Mary Towne Eastey (also spelled Esty, Easty, Estey, Eastick, Eastie, or Estye) (bap. August 24, 1634 – September 22, 1692) was a defendant in the Salem witch trials in colonial Massachusetts. She was executed by hanging in Salem in 1692.

Early life
Mary Eastey was born Mary Towne to William Towne and Joanna Towne (née Blessing) in Great Yarmouth, Norfolk, England. She was one of eight children, among them her sisters and fellow Salem defendants Rebecca Nurse and Sarah Cloyce.

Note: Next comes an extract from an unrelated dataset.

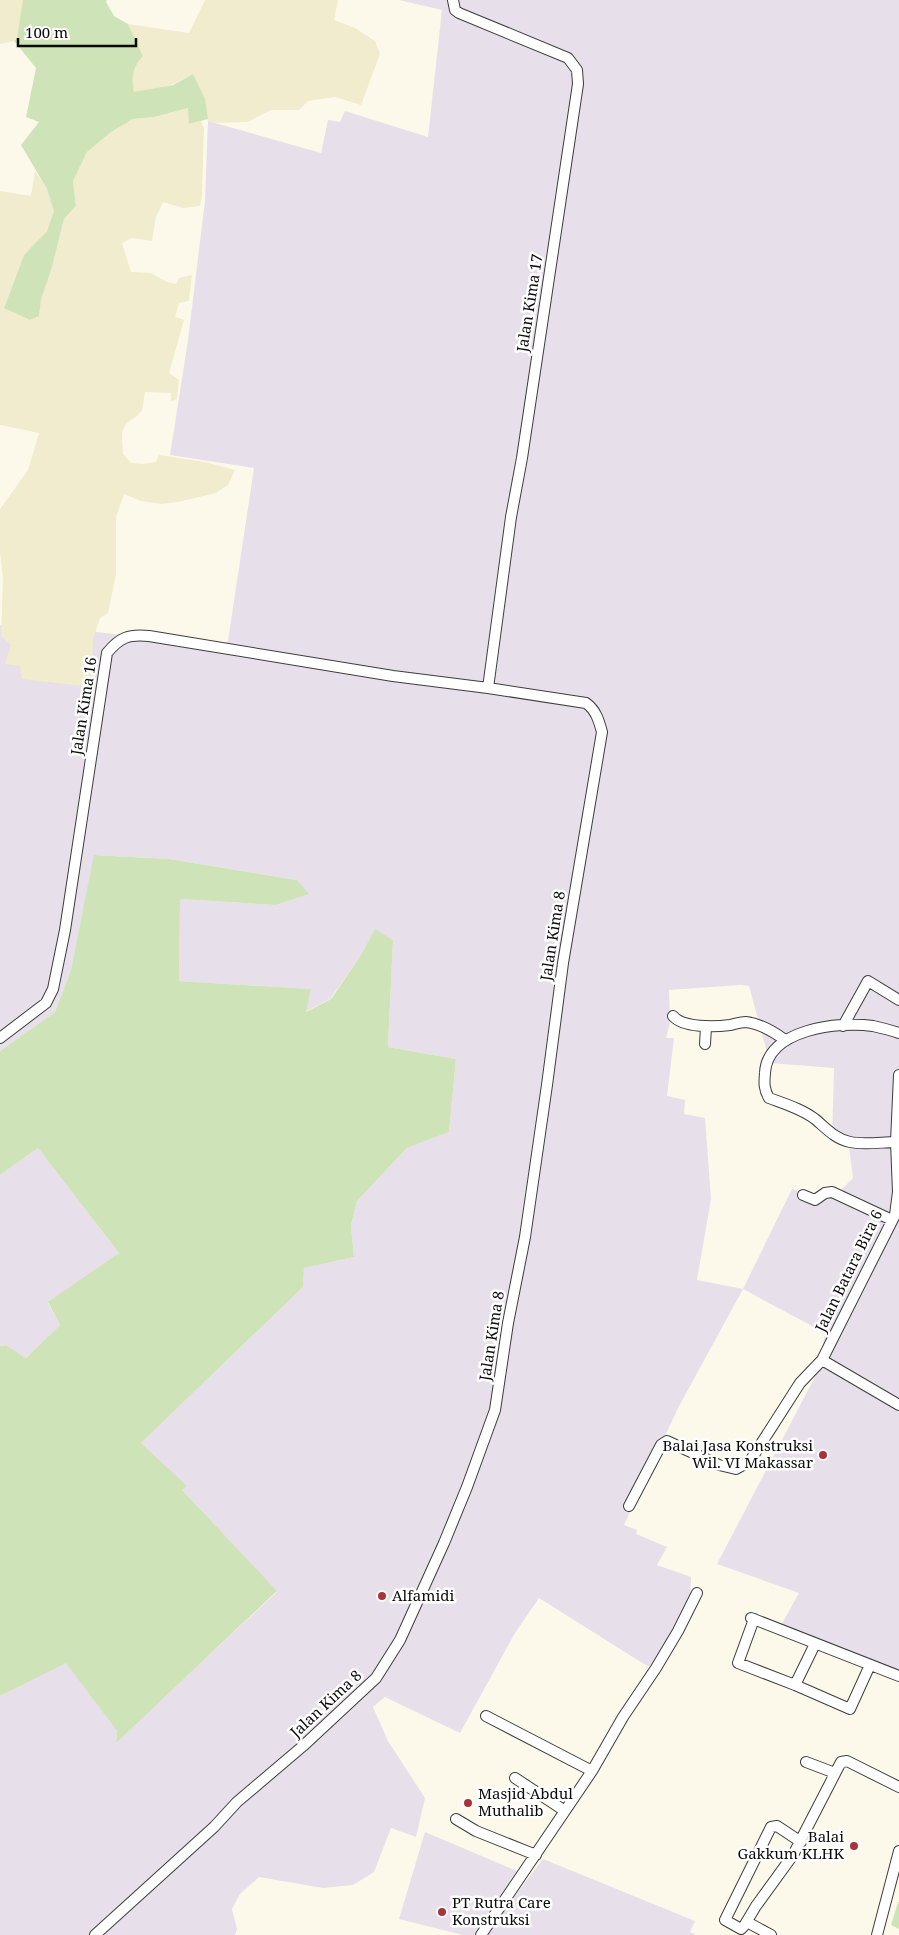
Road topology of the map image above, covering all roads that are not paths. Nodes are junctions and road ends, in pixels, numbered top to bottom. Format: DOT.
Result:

Mary Towne and her family moved to America around 1640. She married Isaac Estey, a farmer and barrel-maker, in 1655 in Topsfield, Massachusetts Bay Colony. Isaac was born in England on November 27, 1627; the couple had eleven children: Joseph (1657–1739), Sarah (1660–1749), John, Isaac (1662–1714), Hannah, Benjamin, Samuel, Jacob, Joshua, Jeffrey, and Isaac.

Accusation and trial

Like her sister Rebecca Nurse, Eastey was a pious and respected citizen of Salem, and her accusation came as a surprise. During the examination on April 22, 1692, when Eastey clasped her hands together, Mercy Lewis, one of the afflicted, imitated the gesture and claimed to be unable to release her hands until Eastey released her own. Again, when Eastey inclined her head, the afflicted girls accused her of trying to break their necks. Mercy claimed that Eastey's spectre had climbed into her bed and laid her hand upon her breasts. In the face of such public hysteria, Mary Eastey defended herself with remarkable eloquence: when she was  asked by the  magistrates John Hathorne and Jonathan Corwin how far she had complied with Satan, she replied, "Sir, I never complyed with Satan  but prayed against him all my dayes, I have no complyance with Satan, in this ... I will say it,  if it is my last time,  I am clear of this sin." Hathorne, showing a momentary doubt about  her guilt, went so far as to ask the girls if they were quite sure that  Mary Eastey was the woman who afflicted them.

For reasons unknown, Eastey was released from prison on May 18 after two months. However, on May 20, Mercy Lewis claimed that Eastey's spectre was afflicting her, a claim which other girls supported. A second warrant was issued that night for Eastey's arrest. She was taken from her bed and returned to the prison; Lewis ceased her fits after Eastey was chained. Eastey was tried and condemned to death on September 9.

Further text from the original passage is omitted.